• About this task
Output each entry verbatim.

• Records
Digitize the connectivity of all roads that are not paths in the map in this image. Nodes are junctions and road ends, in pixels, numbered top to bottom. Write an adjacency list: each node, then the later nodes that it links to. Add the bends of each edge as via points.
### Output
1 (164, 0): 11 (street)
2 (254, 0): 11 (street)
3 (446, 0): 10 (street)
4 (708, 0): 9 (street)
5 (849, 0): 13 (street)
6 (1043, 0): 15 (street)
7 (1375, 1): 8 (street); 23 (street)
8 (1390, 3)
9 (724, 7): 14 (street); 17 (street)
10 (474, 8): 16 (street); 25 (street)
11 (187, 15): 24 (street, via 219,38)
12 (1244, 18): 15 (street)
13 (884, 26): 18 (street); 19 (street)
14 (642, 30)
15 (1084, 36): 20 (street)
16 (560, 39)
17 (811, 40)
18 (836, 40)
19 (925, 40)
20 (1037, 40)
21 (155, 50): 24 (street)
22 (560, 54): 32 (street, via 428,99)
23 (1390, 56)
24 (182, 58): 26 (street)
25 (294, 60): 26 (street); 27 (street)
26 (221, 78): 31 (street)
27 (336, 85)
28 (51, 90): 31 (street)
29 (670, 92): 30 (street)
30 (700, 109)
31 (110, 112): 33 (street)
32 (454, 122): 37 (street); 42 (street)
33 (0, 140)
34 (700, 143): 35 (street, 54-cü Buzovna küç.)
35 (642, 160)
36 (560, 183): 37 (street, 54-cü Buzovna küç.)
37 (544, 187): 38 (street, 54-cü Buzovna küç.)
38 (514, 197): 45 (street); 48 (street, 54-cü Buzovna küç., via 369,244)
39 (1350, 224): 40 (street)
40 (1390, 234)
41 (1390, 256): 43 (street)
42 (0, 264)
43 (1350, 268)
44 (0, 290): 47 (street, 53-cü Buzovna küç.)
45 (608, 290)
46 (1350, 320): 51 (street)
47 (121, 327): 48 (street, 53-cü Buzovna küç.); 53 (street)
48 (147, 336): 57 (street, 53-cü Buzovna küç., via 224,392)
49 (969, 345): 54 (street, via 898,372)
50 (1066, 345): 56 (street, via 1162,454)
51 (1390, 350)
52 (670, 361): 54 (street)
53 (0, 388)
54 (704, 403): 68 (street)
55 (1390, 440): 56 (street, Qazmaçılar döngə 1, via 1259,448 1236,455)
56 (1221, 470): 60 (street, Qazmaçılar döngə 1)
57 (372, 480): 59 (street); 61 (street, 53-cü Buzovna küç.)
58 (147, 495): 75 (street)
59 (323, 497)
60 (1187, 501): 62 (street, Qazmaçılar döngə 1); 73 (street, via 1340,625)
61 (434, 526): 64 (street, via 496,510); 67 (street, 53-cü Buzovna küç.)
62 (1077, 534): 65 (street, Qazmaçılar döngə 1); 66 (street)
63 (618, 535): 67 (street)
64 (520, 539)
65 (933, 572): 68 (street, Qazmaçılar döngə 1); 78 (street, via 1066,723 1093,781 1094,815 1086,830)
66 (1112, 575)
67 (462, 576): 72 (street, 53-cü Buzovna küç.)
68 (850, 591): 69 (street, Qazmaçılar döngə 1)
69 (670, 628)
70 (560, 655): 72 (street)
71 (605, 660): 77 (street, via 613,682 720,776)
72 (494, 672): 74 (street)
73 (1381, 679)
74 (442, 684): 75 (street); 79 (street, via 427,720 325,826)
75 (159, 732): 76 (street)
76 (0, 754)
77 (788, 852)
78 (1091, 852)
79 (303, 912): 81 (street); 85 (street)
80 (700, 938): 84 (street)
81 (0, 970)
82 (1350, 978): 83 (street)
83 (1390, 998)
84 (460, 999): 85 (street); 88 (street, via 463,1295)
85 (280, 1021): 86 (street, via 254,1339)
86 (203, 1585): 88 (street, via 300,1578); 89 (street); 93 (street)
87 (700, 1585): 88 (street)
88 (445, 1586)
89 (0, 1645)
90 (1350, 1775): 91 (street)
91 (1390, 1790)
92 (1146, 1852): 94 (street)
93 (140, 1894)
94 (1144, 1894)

• Answer section
Digitize the connectivity of all roads that are not paths in the map in this image. Nodes are junctions and road ends, in pixels, numbered top to bottom. Write an adjacency list: each node, then the later nodes that it links to. Add the bends of each edge as via points.
### Output
1 (164, 0): 11 (street)
2 (254, 0): 11 (street)
3 (446, 0): 10 (street)
4 (708, 0): 9 (street)
5 (849, 0): 13 (street)
6 (1043, 0): 15 (street)
7 (1375, 1): 8 (street); 23 (street)
8 (1390, 3)
9 (724, 7): 14 (street); 17 (street)
10 (474, 8): 16 (street); 25 (street)
11 (187, 15): 24 (street, via 219,38)
12 (1244, 18): 15 (street)
13 (884, 26): 18 (street); 19 (street)
14 (642, 30)
15 (1084, 36): 20 (street)
16 (560, 39)
17 (811, 40)
18 (836, 40)
19 (925, 40)
20 (1037, 40)
21 (155, 50): 24 (street)
22 (560, 54): 32 (street, via 428,99)
23 (1390, 56)
24 (182, 58): 26 (street)
25 (294, 60): 26 (street); 27 (street)
26 (221, 78): 31 (street)
27 (336, 85)
28 (51, 90): 31 (street)
29 (670, 92): 30 (street)
30 (700, 109)
31 (110, 112): 33 (street)
32 (454, 122): 37 (street); 42 (street)
33 (0, 140)
34 (700, 143): 35 (street, 54-cü Buzovna küç.)
35 (642, 160)
36 (560, 183): 37 (street, 54-cü Buzovna küç.)
37 (544, 187): 38 (street, 54-cü Buzovna küç.)
38 (514, 197): 45 (street); 48 (street, 54-cü Buzovna küç., via 369,244)
39 (1350, 224): 40 (street)
40 (1390, 234)
41 (1390, 256): 43 (street)
42 (0, 264)
43 (1350, 268)
44 (0, 290): 47 (street, 53-cü Buzovna küç.)
45 (608, 290)
46 (1350, 320): 51 (street)
47 (121, 327): 48 (street, 53-cü Buzovna küç.); 53 (street)
48 (147, 336): 57 (street, 53-cü Buzovna küç., via 224,392)
49 (969, 345): 54 (street, via 898,372)
50 (1066, 345): 56 (street, via 1162,454)
51 (1390, 350)
52 (670, 361): 54 (street)
53 (0, 388)
54 (704, 403): 68 (street)
55 (1390, 440): 56 (street, Qazmaçılar döngə 1, via 1259,448 1236,455)
56 (1221, 470): 60 (street, Qazmaçılar döngə 1)
57 (372, 480): 59 (street); 61 (street, 53-cü Buzovna küç.)
58 (147, 495): 75 (street)
59 (323, 497)
60 (1187, 501): 62 (street, Qazmaçılar döngə 1); 73 (street, via 1340,625)
61 (434, 526): 64 (street, via 496,510); 67 (street, 53-cü Buzovna küç.)
62 (1077, 534): 65 (street, Qazmaçılar döngə 1); 66 (street)
63 (618, 535): 67 (street)
64 (520, 539)
65 (933, 572): 68 (street, Qazmaçılar döngə 1); 78 (street, via 1066,723 1093,781 1094,815 1086,830)
66 (1112, 575)
67 (462, 576): 72 (street, 53-cü Buzovna küç.)
68 (850, 591): 69 (street, Qazmaçılar döngə 1)
69 (670, 628)
70 (560, 655): 72 (street)
71 (605, 660): 77 (street, via 613,682 720,776)
72 (494, 672): 74 (street)
73 (1381, 679)
74 (442, 684): 75 (street); 79 (street, via 427,720 325,826)
75 (159, 732): 76 (street)
76 (0, 754)
77 (788, 852)
78 (1091, 852)
79 (303, 912): 81 (street); 85 (street)
80 (700, 938): 84 (street)
81 (0, 970)
82 (1350, 978): 83 (street)
83 (1390, 998)
84 (460, 999): 85 (street); 88 (street, via 463,1295)
85 (280, 1021): 86 (street, via 254,1339)
86 (203, 1585): 88 (street, via 300,1578); 89 (street); 93 (street)
87 (700, 1585): 88 (street)
88 (445, 1586)
89 (0, 1645)
90 (1350, 1775): 91 (street)
91 (1390, 1790)
92 (1146, 1852): 94 (street)
93 (140, 1894)
94 (1144, 1894)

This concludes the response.